Problem details:
Starting at the first entry below, repeat all the data word for word and drop the pictures.
[Listed entries]
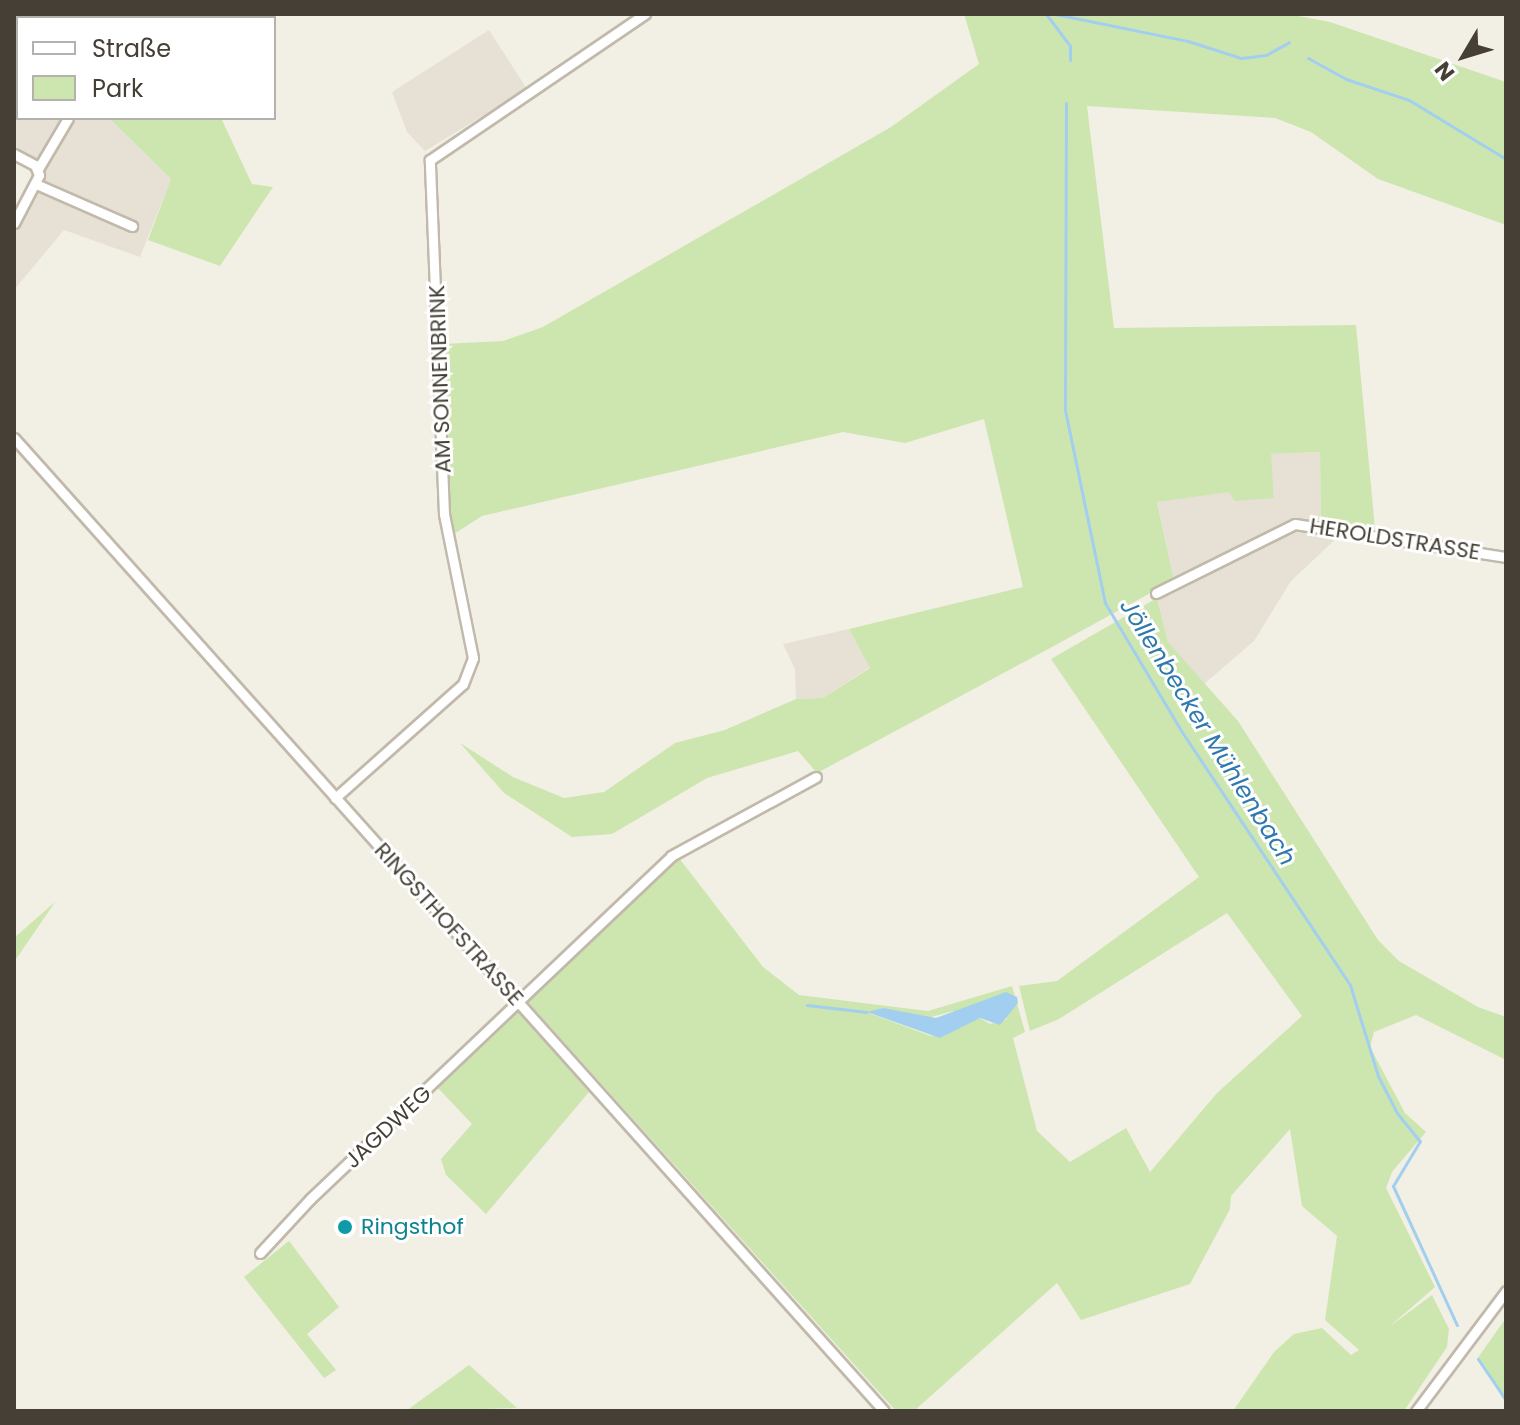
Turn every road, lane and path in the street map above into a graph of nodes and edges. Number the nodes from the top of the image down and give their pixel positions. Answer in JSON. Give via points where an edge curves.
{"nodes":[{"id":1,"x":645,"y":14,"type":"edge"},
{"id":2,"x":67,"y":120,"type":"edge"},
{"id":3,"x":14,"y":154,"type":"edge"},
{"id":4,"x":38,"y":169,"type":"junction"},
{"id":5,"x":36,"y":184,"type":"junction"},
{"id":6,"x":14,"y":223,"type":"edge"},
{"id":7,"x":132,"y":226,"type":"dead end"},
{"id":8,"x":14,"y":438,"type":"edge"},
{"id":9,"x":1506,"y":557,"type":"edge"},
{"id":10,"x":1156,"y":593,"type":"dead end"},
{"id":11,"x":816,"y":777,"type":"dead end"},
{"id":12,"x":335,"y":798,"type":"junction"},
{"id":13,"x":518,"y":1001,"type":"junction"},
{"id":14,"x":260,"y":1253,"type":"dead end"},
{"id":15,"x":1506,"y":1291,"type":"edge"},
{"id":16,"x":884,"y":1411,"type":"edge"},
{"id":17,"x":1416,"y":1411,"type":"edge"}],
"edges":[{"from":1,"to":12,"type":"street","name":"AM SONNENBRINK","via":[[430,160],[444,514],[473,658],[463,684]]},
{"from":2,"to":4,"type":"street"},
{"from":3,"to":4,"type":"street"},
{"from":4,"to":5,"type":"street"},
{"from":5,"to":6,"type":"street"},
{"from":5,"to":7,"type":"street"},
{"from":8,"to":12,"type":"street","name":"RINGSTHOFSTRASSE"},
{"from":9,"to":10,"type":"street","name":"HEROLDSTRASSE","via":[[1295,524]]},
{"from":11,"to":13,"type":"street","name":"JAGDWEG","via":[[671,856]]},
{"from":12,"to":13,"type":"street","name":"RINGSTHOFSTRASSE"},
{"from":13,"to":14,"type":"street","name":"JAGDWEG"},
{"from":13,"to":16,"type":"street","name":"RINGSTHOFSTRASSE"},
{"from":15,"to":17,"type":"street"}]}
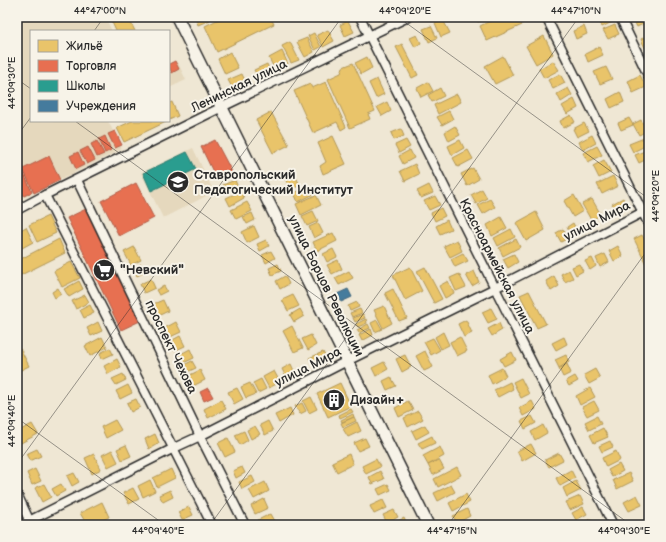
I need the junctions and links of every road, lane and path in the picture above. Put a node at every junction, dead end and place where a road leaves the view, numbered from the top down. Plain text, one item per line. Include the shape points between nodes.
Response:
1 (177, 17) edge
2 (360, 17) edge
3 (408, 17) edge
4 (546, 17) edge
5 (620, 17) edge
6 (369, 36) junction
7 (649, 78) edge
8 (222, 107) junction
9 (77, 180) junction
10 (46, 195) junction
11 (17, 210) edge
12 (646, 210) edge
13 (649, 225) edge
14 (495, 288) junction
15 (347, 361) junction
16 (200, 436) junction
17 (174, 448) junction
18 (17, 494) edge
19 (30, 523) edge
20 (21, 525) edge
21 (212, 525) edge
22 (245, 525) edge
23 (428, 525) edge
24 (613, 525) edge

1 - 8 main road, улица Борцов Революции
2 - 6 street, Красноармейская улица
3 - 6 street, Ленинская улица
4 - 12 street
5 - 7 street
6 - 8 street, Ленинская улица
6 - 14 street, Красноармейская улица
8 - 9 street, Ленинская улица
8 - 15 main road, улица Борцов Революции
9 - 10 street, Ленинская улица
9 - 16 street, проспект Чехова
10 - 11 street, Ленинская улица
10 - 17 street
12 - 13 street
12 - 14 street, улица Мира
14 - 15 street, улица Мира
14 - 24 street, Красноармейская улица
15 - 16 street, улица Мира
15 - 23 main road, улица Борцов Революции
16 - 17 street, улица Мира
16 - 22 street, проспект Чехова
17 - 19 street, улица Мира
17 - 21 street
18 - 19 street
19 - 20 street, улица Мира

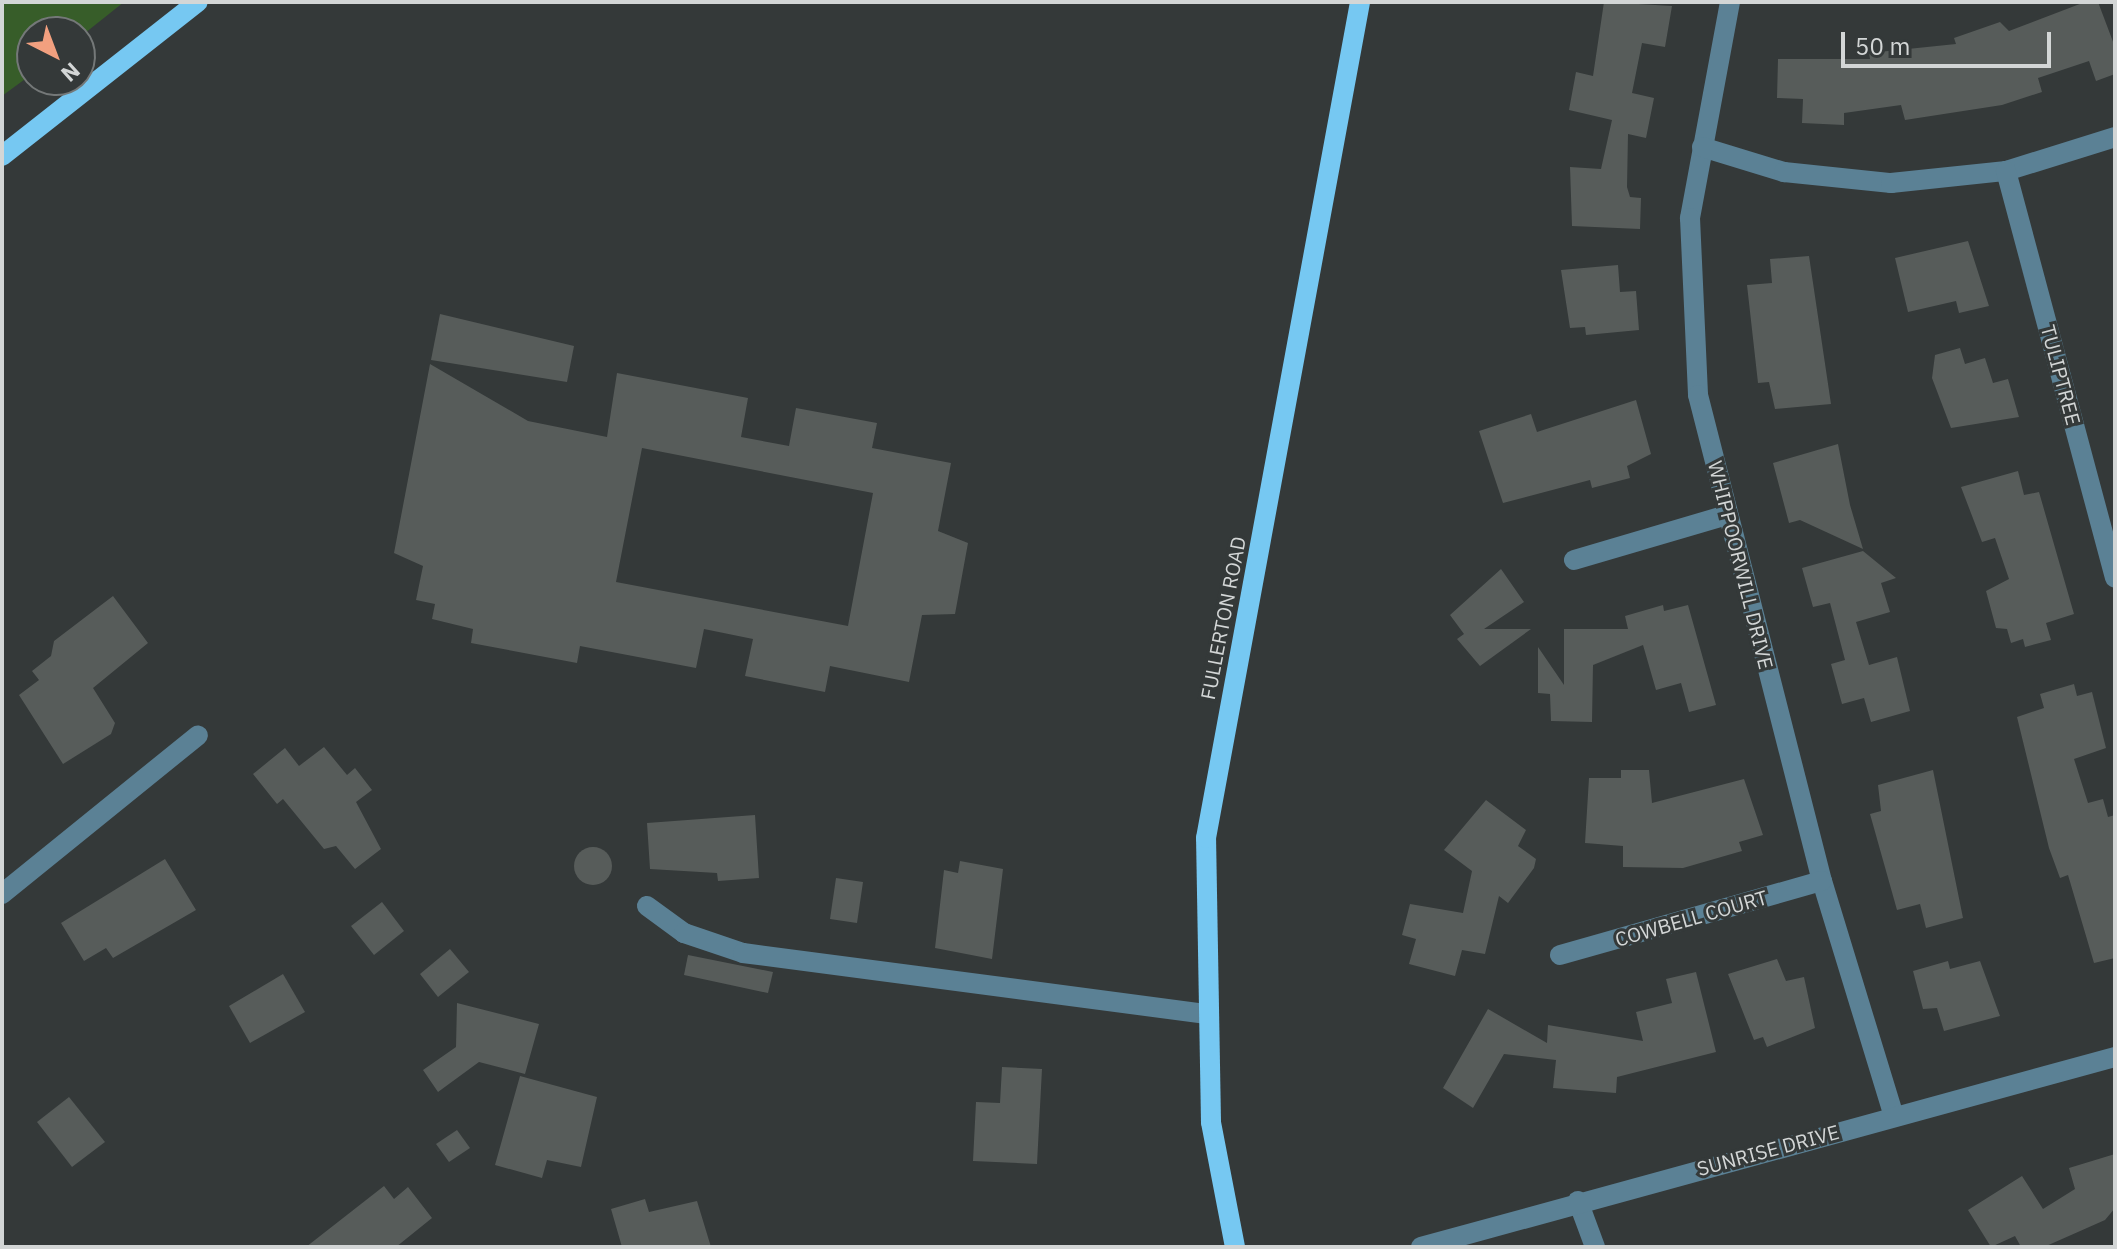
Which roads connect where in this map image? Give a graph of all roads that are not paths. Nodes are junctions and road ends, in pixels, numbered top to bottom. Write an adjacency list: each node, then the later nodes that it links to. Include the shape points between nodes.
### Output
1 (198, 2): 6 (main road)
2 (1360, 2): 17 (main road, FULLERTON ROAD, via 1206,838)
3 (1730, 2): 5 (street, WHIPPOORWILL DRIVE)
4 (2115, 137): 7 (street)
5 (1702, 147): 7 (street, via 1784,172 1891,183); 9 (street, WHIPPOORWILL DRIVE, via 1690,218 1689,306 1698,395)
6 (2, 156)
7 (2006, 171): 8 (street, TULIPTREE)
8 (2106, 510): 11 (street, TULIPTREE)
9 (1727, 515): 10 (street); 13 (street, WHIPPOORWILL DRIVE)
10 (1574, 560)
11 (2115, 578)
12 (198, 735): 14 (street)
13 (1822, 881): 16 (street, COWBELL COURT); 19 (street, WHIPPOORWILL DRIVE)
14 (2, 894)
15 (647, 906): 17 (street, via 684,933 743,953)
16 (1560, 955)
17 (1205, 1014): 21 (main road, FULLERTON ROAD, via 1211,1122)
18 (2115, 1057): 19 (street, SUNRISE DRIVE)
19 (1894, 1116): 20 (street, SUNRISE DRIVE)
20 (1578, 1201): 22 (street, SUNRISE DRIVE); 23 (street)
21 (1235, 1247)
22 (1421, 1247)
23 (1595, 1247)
[/Listed entries]
Reply:
Turn every road, lane and path in the street map above into a graph of nodes and edges. Number the nodes from the top of the image down and give their pixel positions. Answer in JSON. Give via points where an edge curves.
{"nodes":[{"id":1,"x":645,"y":14,"type":"edge"},
{"id":2,"x":67,"y":120,"type":"edge"},
{"id":3,"x":14,"y":154,"type":"edge"},
{"id":4,"x":38,"y":169,"type":"junction"},
{"id":5,"x":36,"y":184,"type":"junction"},
{"id":6,"x":14,"y":223,"type":"edge"},
{"id":7,"x":132,"y":226,"type":"dead end"},
{"id":8,"x":14,"y":438,"type":"edge"},
{"id":9,"x":1506,"y":557,"type":"edge"},
{"id":10,"x":1156,"y":593,"type":"dead end"},
{"id":11,"x":816,"y":777,"type":"dead end"},
{"id":12,"x":335,"y":798,"type":"junction"},
{"id":13,"x":518,"y":1001,"type":"junction"},
{"id":14,"x":260,"y":1253,"type":"dead end"},
{"id":15,"x":1506,"y":1291,"type":"edge"},
{"id":16,"x":884,"y":1411,"type":"edge"},
{"id":17,"x":1416,"y":1411,"type":"edge"}],
"edges":[{"from":1,"to":12,"type":"street","name":"AM SONNENBRINK","via":[[430,160],[444,514],[473,658],[463,684]]},
{"from":2,"to":4,"type":"street"},
{"from":3,"to":4,"type":"street"},
{"from":4,"to":5,"type":"street"},
{"from":5,"to":6,"type":"street"},
{"from":5,"to":7,"type":"street"},
{"from":8,"to":12,"type":"street","name":"RINGSTHOFSTRASSE"},
{"from":9,"to":10,"type":"street","name":"HEROLDSTRASSE","via":[[1295,524]]},
{"from":11,"to":13,"type":"street","name":"JAGDWEG","via":[[671,856]]},
{"from":12,"to":13,"type":"street","name":"RINGSTHOFSTRASSE"},
{"from":13,"to":14,"type":"street","name":"JAGDWEG"},
{"from":13,"to":16,"type":"street","name":"RINGSTHOFSTRASSE"},
{"from":15,"to":17,"type":"street"}]}
I need the junctions and links of every road, lane and path in the picture above. Put a node at every junction, dead end and place where a road leaves the view, numbered from the top down. Plain text, one item per line. Include the shape points between nodes.
Response:
1 (177, 17) edge
2 (360, 17) edge
3 (408, 17) edge
4 (546, 17) edge
5 (620, 17) edge
6 (369, 36) junction
7 (649, 78) edge
8 (222, 107) junction
9 (77, 180) junction
10 (46, 195) junction
11 (17, 210) edge
12 (646, 210) edge
13 (649, 225) edge
14 (495, 288) junction
15 (347, 361) junction
16 (200, 436) junction
17 (174, 448) junction
18 (17, 494) edge
19 (30, 523) edge
20 (21, 525) edge
21 (212, 525) edge
22 (245, 525) edge
23 (428, 525) edge
24 (613, 525) edge

1 - 8 main road, улица Борцов Революции
2 - 6 street, Красноармейская улица
3 - 6 street, Ленинская улица
4 - 12 street
5 - 7 street
6 - 8 street, Ленинская улица
6 - 14 street, Красноармейская улица
8 - 9 street, Ленинская улица
8 - 15 main road, улица Борцов Революции
9 - 10 street, Ленинская улица
9 - 16 street, проспект Чехова
10 - 11 street, Ленинская улица
10 - 17 street
12 - 13 street
12 - 14 street, улица Мира
14 - 15 street, улица Мира
14 - 24 street, Красноармейская улица
15 - 16 street, улица Мира
15 - 23 main road, улица Борцов Революции
16 - 17 street, улица Мира
16 - 22 street, проспект Чехова
17 - 19 street, улица Мира
17 - 21 street
18 - 19 street
19 - 20 street, улица Мира

Which roads connect where in this map image? Give a graph of all roads that are not paths. Nodes are junctions and road ends, in pixels, numbered top to bottom. Write an adjacency list: each node, then the later nodes that it links to. Include the shape points between nodes.
### Output
1 (198, 2): 6 (main road)
2 (1360, 2): 17 (main road, FULLERTON ROAD, via 1206,838)
3 (1730, 2): 5 (street, WHIPPOORWILL DRIVE)
4 (2115, 137): 7 (street)
5 (1702, 147): 7 (street, via 1784,172 1891,183); 9 (street, WHIPPOORWILL DRIVE, via 1690,218 1689,306 1698,395)
6 (2, 156)
7 (2006, 171): 8 (street, TULIPTREE)
8 (2106, 510): 11 (street, TULIPTREE)
9 (1727, 515): 10 (street); 13 (street, WHIPPOORWILL DRIVE)
10 (1574, 560)
11 (2115, 578)
12 (198, 735): 14 (street)
13 (1822, 881): 16 (street, COWBELL COURT); 19 (street, WHIPPOORWILL DRIVE)
14 (2, 894)
15 (647, 906): 17 (street, via 684,933 743,953)
16 (1560, 955)
17 (1205, 1014): 21 (main road, FULLERTON ROAD, via 1211,1122)
18 (2115, 1057): 19 (street, SUNRISE DRIVE)
19 (1894, 1116): 20 (street, SUNRISE DRIVE)
20 (1578, 1201): 22 (street, SUNRISE DRIVE); 23 (street)
21 (1235, 1247)
22 (1421, 1247)
23 (1595, 1247)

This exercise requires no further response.